WHAT THE EXERCISE ASKS:
Once the line with "thumb cmc: (788, 1004)" is found in the entries below, repeat it and each following line exactly, up to and including the line with "ring mcp: (768, 980)". Add no other lines.

———

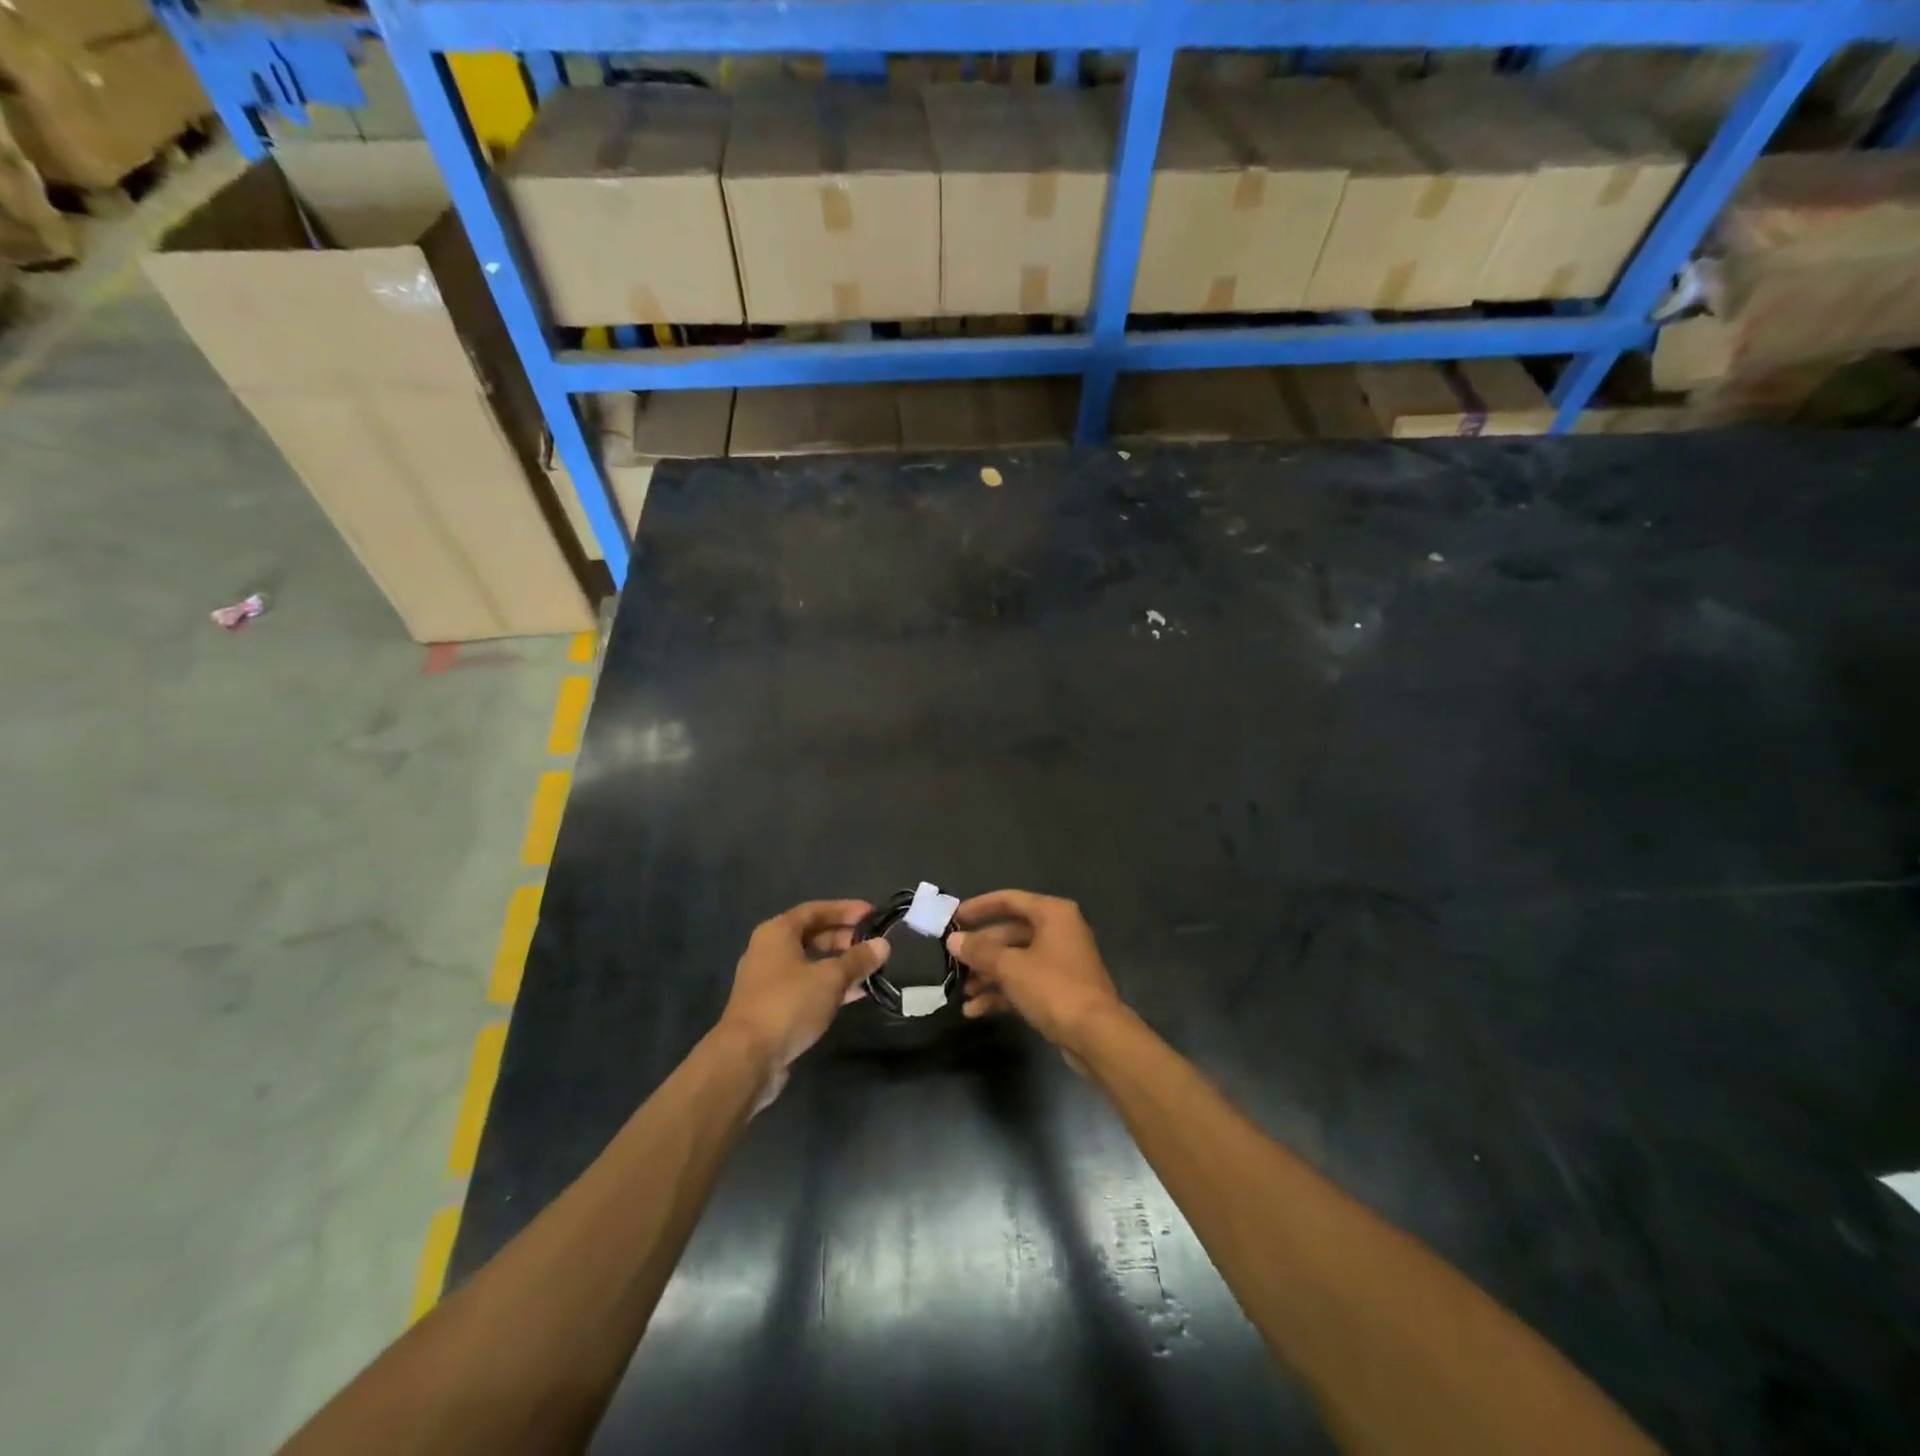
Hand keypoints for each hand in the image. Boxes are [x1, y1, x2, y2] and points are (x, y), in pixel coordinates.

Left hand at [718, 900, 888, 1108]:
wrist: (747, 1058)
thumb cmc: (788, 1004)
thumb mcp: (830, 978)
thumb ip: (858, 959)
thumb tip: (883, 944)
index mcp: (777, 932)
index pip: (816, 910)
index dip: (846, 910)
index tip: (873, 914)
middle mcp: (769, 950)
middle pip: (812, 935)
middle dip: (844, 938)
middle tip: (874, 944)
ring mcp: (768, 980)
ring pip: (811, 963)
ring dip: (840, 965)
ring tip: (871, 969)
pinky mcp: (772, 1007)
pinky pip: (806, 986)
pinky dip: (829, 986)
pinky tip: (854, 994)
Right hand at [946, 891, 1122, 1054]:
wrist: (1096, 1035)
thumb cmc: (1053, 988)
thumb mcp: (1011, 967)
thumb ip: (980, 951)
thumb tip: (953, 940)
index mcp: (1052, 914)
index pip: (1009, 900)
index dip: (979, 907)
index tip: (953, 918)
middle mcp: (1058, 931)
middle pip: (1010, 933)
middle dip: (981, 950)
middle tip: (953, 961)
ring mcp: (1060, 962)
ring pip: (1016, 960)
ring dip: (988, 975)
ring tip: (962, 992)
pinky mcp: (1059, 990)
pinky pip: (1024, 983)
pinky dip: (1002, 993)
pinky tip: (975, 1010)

———

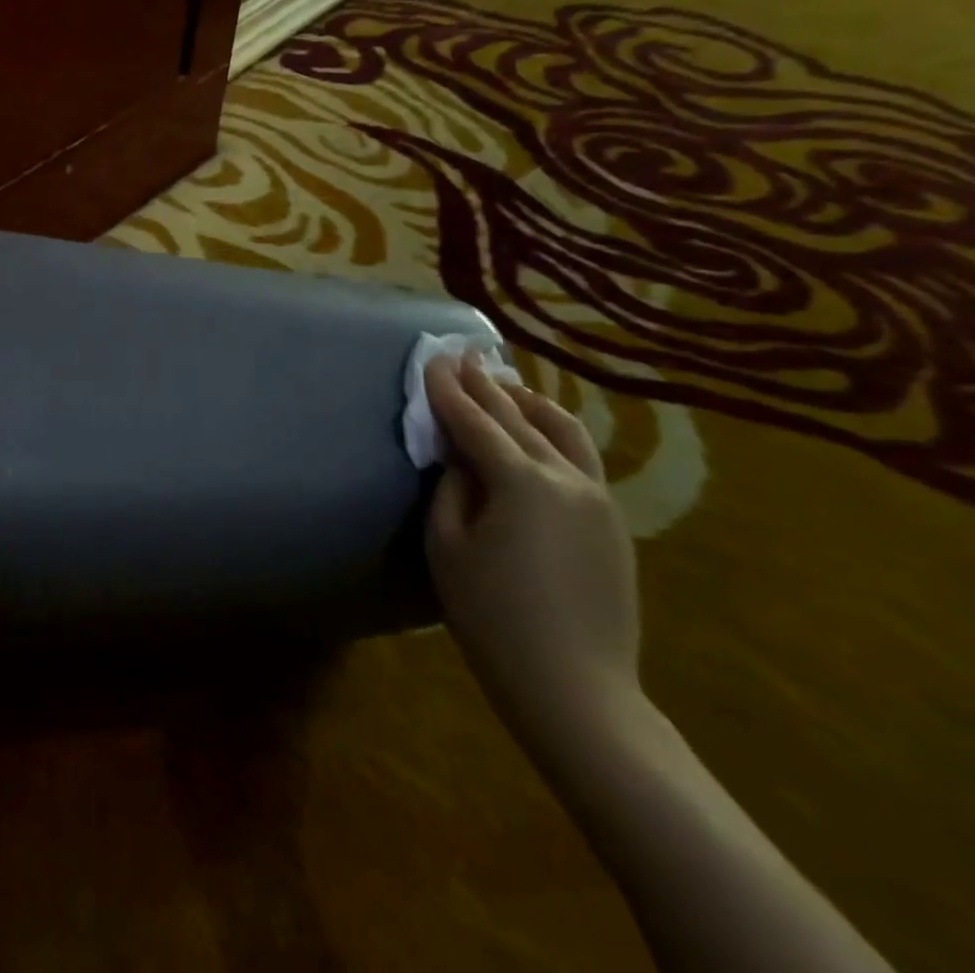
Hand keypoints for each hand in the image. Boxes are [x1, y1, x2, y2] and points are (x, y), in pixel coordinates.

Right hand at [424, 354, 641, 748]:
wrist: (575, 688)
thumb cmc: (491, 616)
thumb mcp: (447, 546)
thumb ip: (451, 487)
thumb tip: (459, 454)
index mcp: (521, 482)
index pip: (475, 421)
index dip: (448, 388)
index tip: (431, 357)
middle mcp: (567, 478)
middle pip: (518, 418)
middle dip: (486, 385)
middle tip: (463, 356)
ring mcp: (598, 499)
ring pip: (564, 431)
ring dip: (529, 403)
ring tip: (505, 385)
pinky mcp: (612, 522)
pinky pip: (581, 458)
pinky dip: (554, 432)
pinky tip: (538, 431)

———

RESULT:
thumb cmc: (788, 1004)
thumb mcp: (830, 978)
thumb ip: (858, 959)
thumb tip: (883, 944)
index mcp: (777, 932)
index pip: (816, 910)
index dip: (846, 910)
index tip: (873, 914)
middle mcp: (769, 950)
middle pip: (812, 935)
middle dip: (844, 938)
middle tip: (874, 944)
ring mcp: (768, 980)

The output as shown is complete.